If you are a user of UNIX based systems, especially when it comes to work related issues, then you are not doubt already familiar with the command line. It is how you are able to get things done quickly on a UNIX machine. For the uninitiated, the command line is when you a text based system to control the operating system instead of a GUI. Usually the shells in which you run command line operations are the same, no matter which UNIX based system you use. Users of the Linux operating system would tease IT admins of Windows based systems all of the time because they had to use a GUI. Using a GUI based interface made running a server very slow. But that is not the case anymore. There is now an alternative for Windows IT admins to use. And now that it has been out for a couple of years, it is becoming a very mature product to use.
The product is called Powershell and you are starting to see more and more Windows server admins use it. They are finding that their UNIX brethren were right and it is much faster to get things done on the server using a command line option. It is getting to the point where you are starting to see mostly all of the server work being done in the command line and that includes the security of the server itself.
How does Powershell keep you secure?
And that seems to be the one hundred dollar question. While some IT admins may see that the use of Powershell might make you faster when administering the server, they do not see how it can make you safer as well. Well the answer is easy to that question. It can make you safer in a few ways but one of the main ways that it makes you safer is through the use of scripts.

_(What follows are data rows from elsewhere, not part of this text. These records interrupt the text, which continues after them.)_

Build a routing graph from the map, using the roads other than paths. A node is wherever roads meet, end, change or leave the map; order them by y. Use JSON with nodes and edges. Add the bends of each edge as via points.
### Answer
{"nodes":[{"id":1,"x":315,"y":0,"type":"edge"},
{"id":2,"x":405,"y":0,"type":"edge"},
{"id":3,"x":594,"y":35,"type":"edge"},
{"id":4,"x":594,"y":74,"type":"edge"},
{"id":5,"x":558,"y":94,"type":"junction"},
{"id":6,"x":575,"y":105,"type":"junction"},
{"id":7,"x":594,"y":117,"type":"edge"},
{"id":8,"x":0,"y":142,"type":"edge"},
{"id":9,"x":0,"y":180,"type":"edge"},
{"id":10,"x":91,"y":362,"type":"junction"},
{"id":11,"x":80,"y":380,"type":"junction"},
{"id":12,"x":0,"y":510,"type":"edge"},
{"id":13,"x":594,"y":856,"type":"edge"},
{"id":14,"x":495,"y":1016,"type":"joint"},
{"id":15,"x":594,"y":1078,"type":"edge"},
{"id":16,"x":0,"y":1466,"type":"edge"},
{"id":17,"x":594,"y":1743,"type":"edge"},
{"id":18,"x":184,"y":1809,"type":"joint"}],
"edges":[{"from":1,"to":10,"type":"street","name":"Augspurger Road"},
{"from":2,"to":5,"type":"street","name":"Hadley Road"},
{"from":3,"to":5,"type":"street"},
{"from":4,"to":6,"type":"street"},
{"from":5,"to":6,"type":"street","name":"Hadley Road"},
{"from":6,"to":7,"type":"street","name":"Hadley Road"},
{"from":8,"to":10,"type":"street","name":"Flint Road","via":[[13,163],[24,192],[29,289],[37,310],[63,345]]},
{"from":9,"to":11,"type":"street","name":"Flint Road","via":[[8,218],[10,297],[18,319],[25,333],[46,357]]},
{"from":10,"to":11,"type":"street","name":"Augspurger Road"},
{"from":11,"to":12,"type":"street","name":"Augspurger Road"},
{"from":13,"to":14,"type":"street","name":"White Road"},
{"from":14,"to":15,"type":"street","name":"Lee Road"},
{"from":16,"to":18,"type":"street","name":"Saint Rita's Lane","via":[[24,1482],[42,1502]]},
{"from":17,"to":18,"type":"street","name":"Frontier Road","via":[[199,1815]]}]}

Yes, just like on your favorite UNIX system you can now run shell scripts on Windows as well. Actually you could use the old version of the command line on Windows and run scripts as well but it is not the same. The reason why Powershell was created was because the old Windows console windows was lacking in many departments. So was the scripting language that came with it. With Powershell you cannot say the same thing. If you are used to the .Net suite of languages then you will already be familiar with the Powershell scripting language. Not only does Powershell allow you the familiar power of your average .Net language but it also allows you the familiar syntax as well.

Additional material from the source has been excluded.